**Prompt**
Pull out every line of the listing below where "Chemików" appears.

--

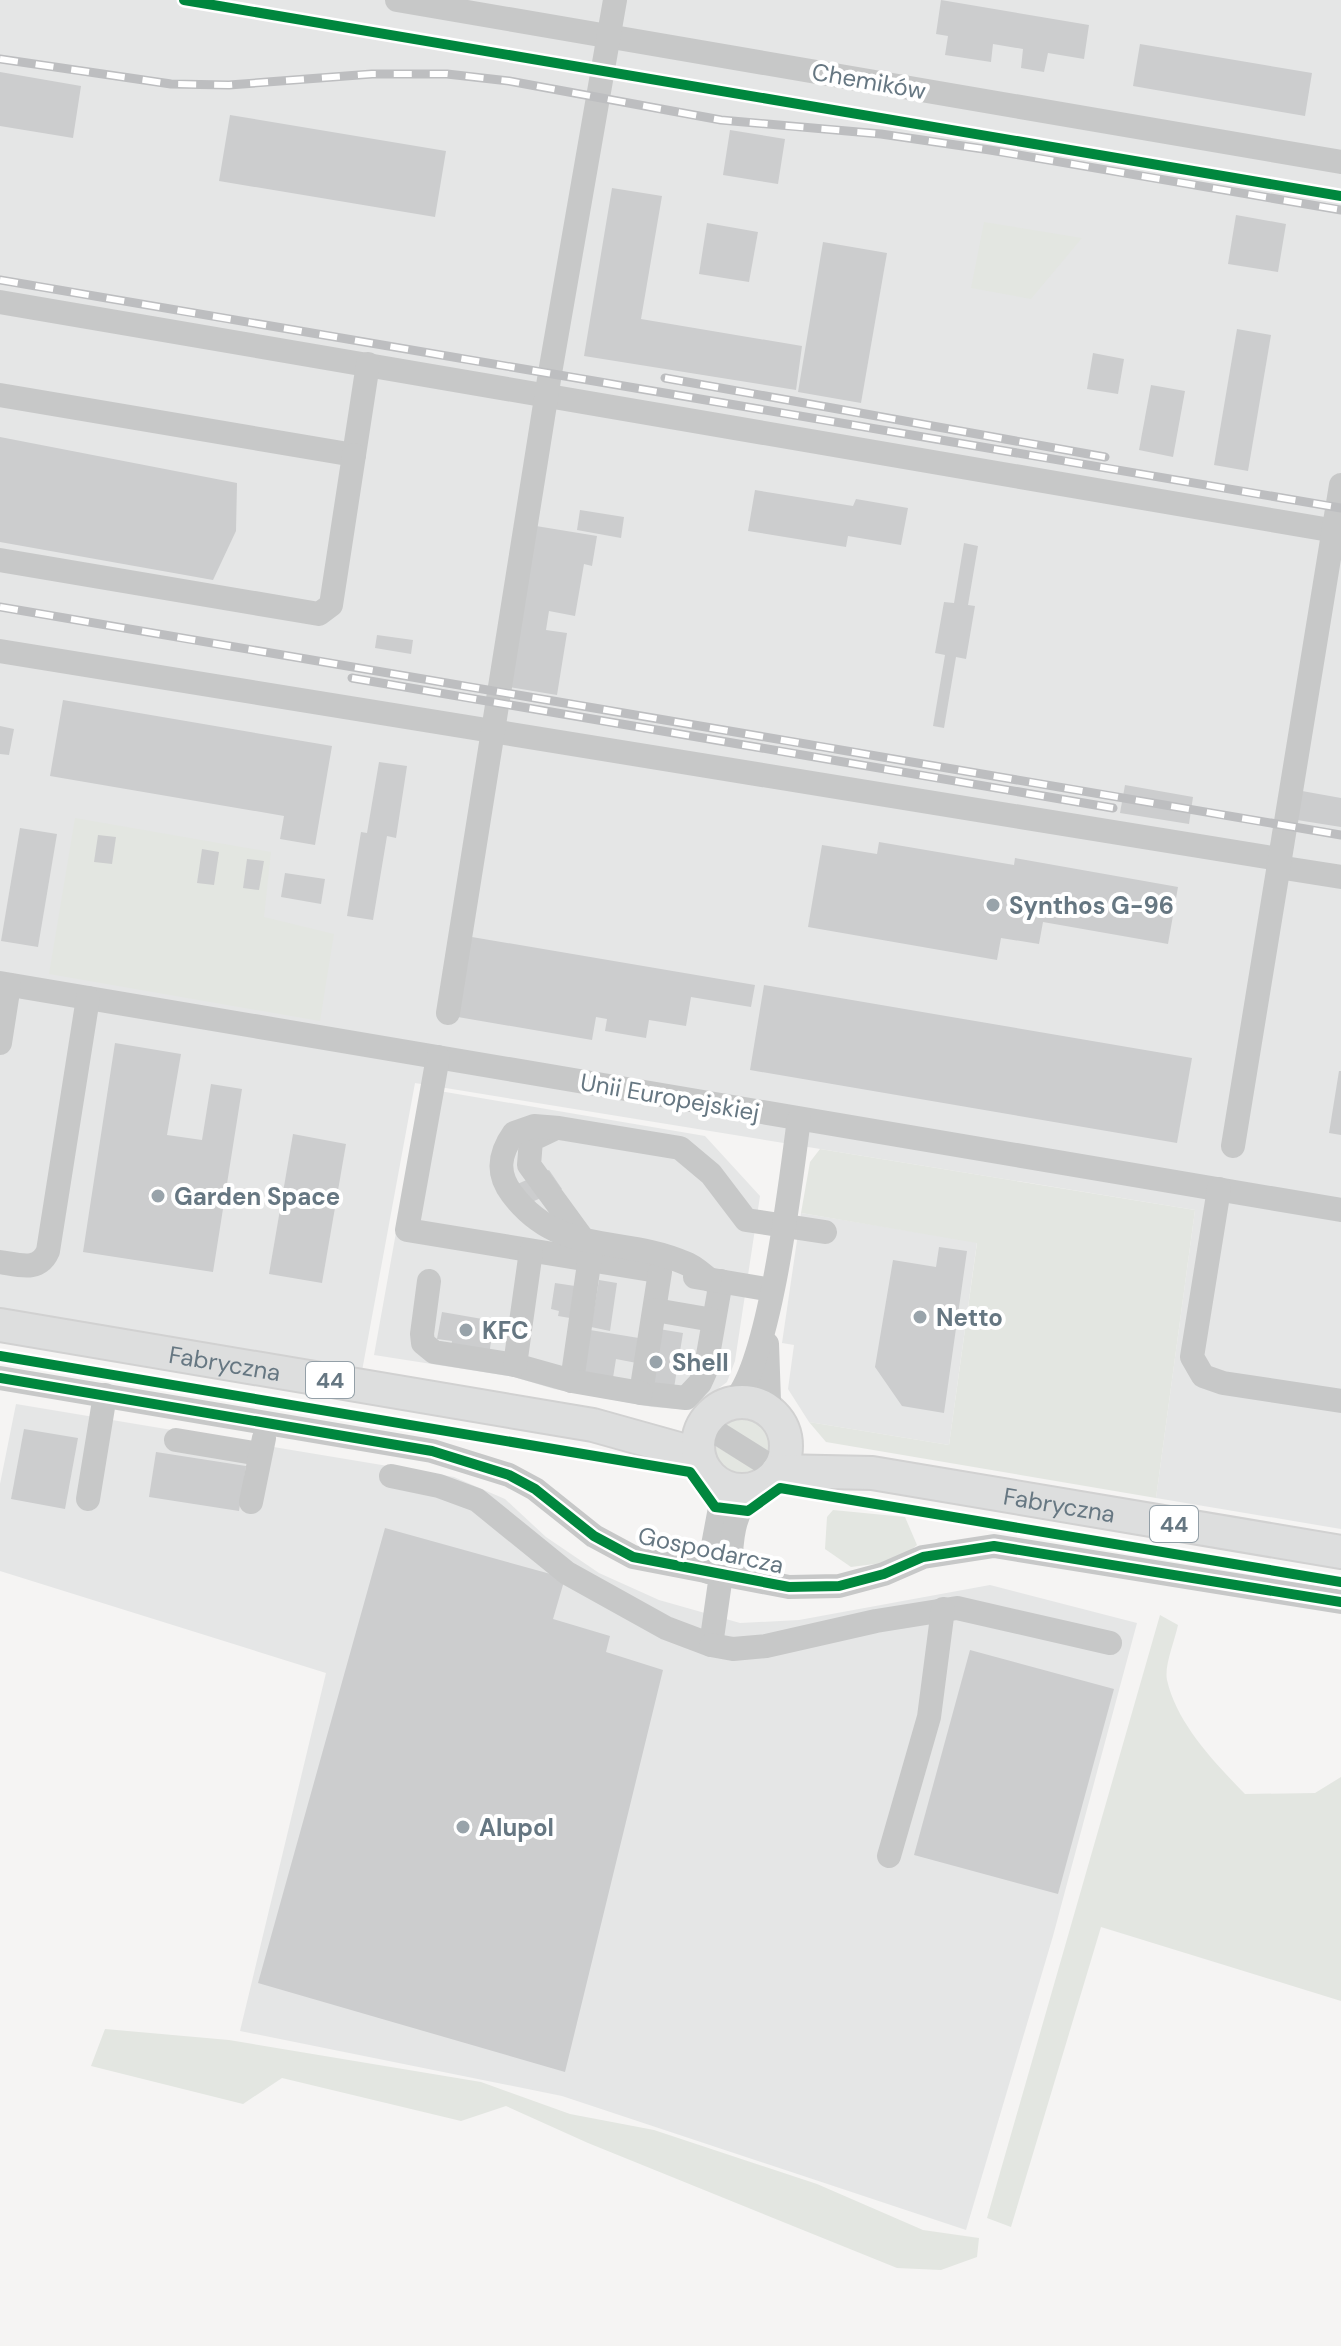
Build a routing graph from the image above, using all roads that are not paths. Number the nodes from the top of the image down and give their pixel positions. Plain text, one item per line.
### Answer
1 (397, 0) edge
2 (615, 0) edge
3 (608, 37) junction
4 (1341, 162) edge
5 (0, 302) edge
6 (368, 364) junction
7 (0, 395) edge
8 (547, 395) junction
9 (354, 455) junction
10 (1341, 485) edge
11 (1337, 531) edge
12 (0, 560) edge
13 (0, 651) edge
14 (492, 731) junction
15 (1279, 863) junction
16 (1341, 877) edge
17 (4, 984) edge
18 (88, 998) junction
19 (448, 1013) dead end
20 (0, 1043) edge
21 (438, 1057) junction
22 (799, 1119) junction
23 (1233, 1146) dead end
24 (1219, 1189) junction
25 (1341, 1210) edge
26 (782, 1225) junction
27 (825, 1232) dead end
28 (589, 1250) junction
29 (531, 1251) junction
30 (0, 1262) edge
31 (660, 1272) junction
32 (429, 1281) dead end
33 (716, 1281) junction
34 (772, 1290) junction
35 (655, 1310) junction
36 (767, 1318) junction
37 (713, 1320) junction
38 (0, 1325) edge
39 (515, 1365) junction
40 (0, 1378) edge
41 (572, 1381) junction
42 (641, 1393) junction
43 (105, 1395) junction
44 (1341, 1401) edge
45 (732, 1403) junction
46 (266, 1424) junction
47 (703, 1424) junction
48 (593, 1425) junction
49 (176, 1440) dead end
50 (260, 1454) junction
51 (773, 1454) junction
52 (708, 1471) junction
53 (391, 1476) dead end
54 (88, 1499) dead end
55 (251, 1502) dead end
56 (1341, 1552) edge
57 (720, 1575) junction
58 (1341, 1602) edge
59 (943, 1609) junction
60 (1110, 1643) dead end
61 (711, 1645) junction
62 (889, 1856) dead end

1 - 3 street, Chemików
2 - 3 street
3 - 4 street, Chemików
3 - 8 street
5 - 6 street
6 - 8 street
6 - 9 street
7 - 9 street
8 - 11 street
8 - 14 street
9 - 12 street
10 - 11 street
11 - 15 street
13 - 14 street
14 - 15 street
14 - 19 street
15 - 16 street
15 - 23 street
17 - 18 street, Unii Europejskiej
17 - 20 street
18 - 21 street, Unii Europejskiej
18 - 30 street
21 - 22 street, Unii Europejskiej
21 - 29 street
22 - 24 street, Unii Europejskiej
22 - 26 street
24 - 25 street, Unii Europejskiej
24 - 44 street
26 - 27 street
26 - 28 street
26 - 34 street
28 - 29 street
28 - 31 street
28 - 33 street
28 - 41 street
29 - 39 street
31 - 33 street
31 - 35 street
32 - 39 street
33 - 34 street
33 - 37 street
34 - 36 street
35 - 37 street
35 - 42 street
36 - 45 street
36 - 51 street
37 - 42 street
38 - 48 main road, Fabryczna / 44
39 - 41 street
40 - 43 street, Gospodarcza
41 - 42 street
43 - 46 street, Gospodarcza
43 - 54 street
45 - 47 main road, 44
45 - 51 main road, 44
46 - 50 street
46 - 57 street, Gospodarcza
47 - 48 main road, Fabryczna / 44
47 - 51 street
47 - 52 main road
48 - 52 main road, Fabryczna / 44
49 - 50 street
50 - 55 street
51 - 52 main road, 44
51 - 56 main road, Fabryczna / 44
51 - 57 street
52 - 57 street
53 - 61 street
57 - 58 street, Gospodarcza
57 - 61 street
59 - 60 street
59 - 61 street
59 - 62 street

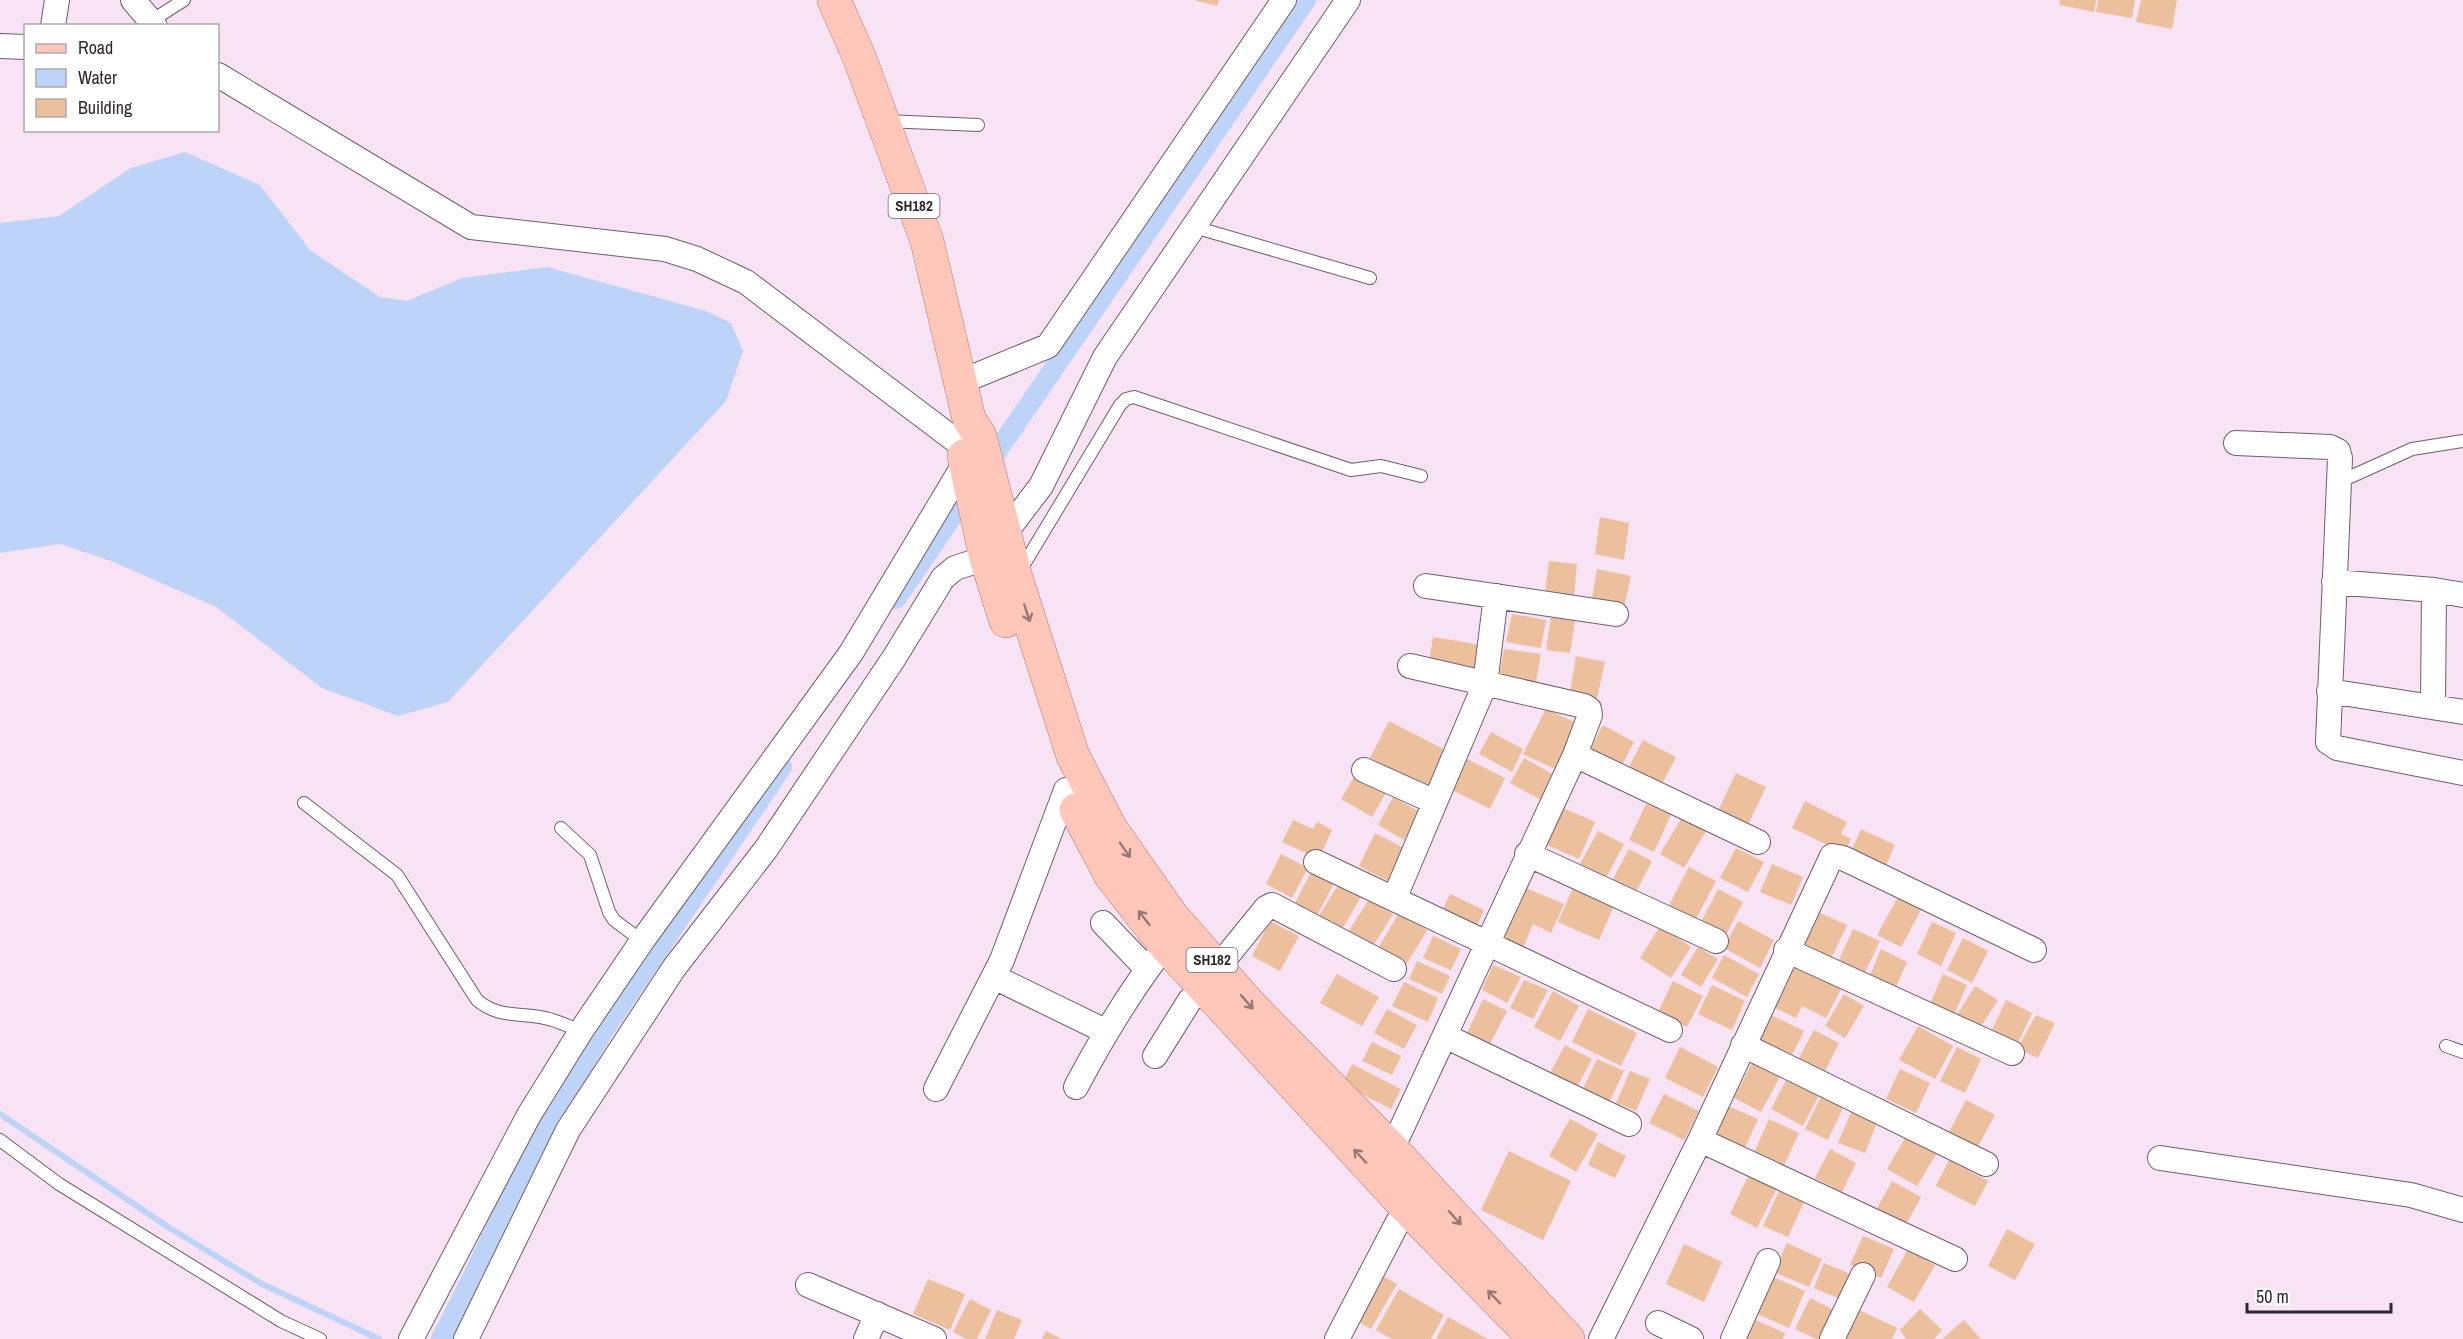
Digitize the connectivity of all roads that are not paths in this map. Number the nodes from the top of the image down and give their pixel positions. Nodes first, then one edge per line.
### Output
1 (57, 0) edge
2 (133, 0) edge
3 (184, 0) edge
4 (834, 0) edge
5 (1284, 0) edge
6 (1348, 0) edge
7 (53, 24) edge
8 (149, 24) edge
9 (0, 46) edge
10 (24, 47) edge
11 (219, 76) edge
12 (883, 121) junction
13 (978, 125) dead end
14 (1194, 227) junction
15 (1370, 278) dead end
16 (958, 383) junction
17 (2463, 441) edge
18 (2236, 443) dead end
19 (970, 451) junction
20 (1421, 476) dead end
21 (2339, 482) junction
22 (990, 538) junction
23 (1016, 578) junction
24 (2334, 582) junction
25 (1426, 586) dead end
26 (2434, 590) junction
27 (2463, 595) edge
28 (1496, 596) junction
29 (1616, 614) dead end
30 (1410, 666) dead end
31 (1485, 684) junction
32 (2329, 691) junction
33 (2433, 707) junction
34 (2463, 712) edge
35 (1575, 755) junction
36 (1364, 770) dead end
37 (2463, 773) edge
38 (1066, 790) junction
39 (1435, 802) junction
40 (304, 803) dead end
41 (1090, 813) junction
42 (561, 828) dead end
43 (1758, 842) dead end
44 (1527, 854) junction
45 (1316, 862) dead end
46 (1394, 899) junction
47 (1102, 923) dead end
48 (1716, 940) dead end
49 (642, 941) junction
50 (1487, 945) junction
51 (1164, 946) junction
52 (1786, 950) junction
53 (2034, 950) dead end
54 (1394, 969) dead end
55 (994, 977) junction
56 (1211, 978) junction
57 (1670, 1030) dead end
58 (581, 1031) junction
59 (1105, 1031) junction
60 (1445, 1036) junction
61 (1743, 1045) junction
62 (2446, 1046) dead end
63 (2463, 1052) edge
64 (2012, 1053) dead end
65 (1155, 1056) dead end
66 (1076, 1087) dead end
67 (936, 1089) dead end
68 (1629, 1124) dead end
69 (0, 1140) edge
70 (1700, 1140) junction
71 (1392, 1149) junction
72 (2160, 1158) dead end
73 (1986, 1164) dead end
74 (1413, 1193) junction
75 (2463, 1210) edge
76 (1955, 1259) dead end
77 (1768, 1261) dead end
78 (1863, 1275) dead end
79 (808, 1285) dead end
80 (877, 1314) junction
81 (1658, 1323) dead end
82 (1347, 1336) edge
83 (412, 1337) edge
84 (320, 1339) edge
85 (466, 1339) edge
86 (866, 1339) edge
87 (934, 1339) edge
88 (1535, 1339) edge
89 (1568, 1339) edge
90 (1601, 1339) edge
91 (1691, 1339) edge
92 (1732, 1339) edge
93 (1832, 1339) edge

1 - 7 street
2 - 8 street
3 - 8 lane
4 - 12 main road, SH182
5 - 16 street
6 - 14 street
9 - 10 street
11 - 19 street
12 - 13 lane
12 - 16 main road, SH182
14 - 15 lane
14 - 22 street
16 - 19 main road, SH182
17 - 21 lane
18 - 21 street
19 - 22 main road, SH182
19 - 22 main road, SH182
19 - 49 street
20 - 23 lane
21 - 24 street
22 - 23 main road, SH182
22 - 38 main road, SH182
22 - 85 street
23 -> 41 main road, SH182
24 - 26 street
24 - 32 street
25 - 28 street
26 - 27 street
26 - 33 street
28 - 29 street
28 - 31 street
30 - 31 street
31 - 35 street
31 - 39 street
32 - 33 street
32 - 37 street
33 - 34 street
35 - 43 street
35 - 44 street
36 - 39 street
38 - 41 main road, SH182
38 - 55 street
39 - 46 street
40 - 58 lane
41 - 51 main road, SH182
42 - 49 lane
44 - 48 street
44 - 50 street
45 - 46 street
46 - 50 street
47 - 51 street
49 - 58 street
50 - 57 street
50 - 60 street
51 - 56 main road, SH182
51 - 59 street
52 - 53 street
52 - 61 street
52 - 64 street
54 - 56 street
55 - 59 street
55 - 67 street
56 - 65 street
56 -> 71 main road, SH182
74 -> 56 main road, SH182
58 - 83 street
59 - 66 street
60 - 68 street
60 - 71 street
61 - 70 street
61 - 73 street
62 - 63 lane
69 - 84 lane
70 - 76 street
70 - 90 street
71 - 74 main road, SH182
72 - 75 street
74 - 82 street
88 -> 74 main road, SH182
74 -> 89 main road, SH182
77 - 92 street
78 - 93 street
79 - 80 street
80 - 86 street
80 - 87 street
81 - 91 street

--

**Task solution**
1 - 3 street, Chemików
3 - 4 street, Chemików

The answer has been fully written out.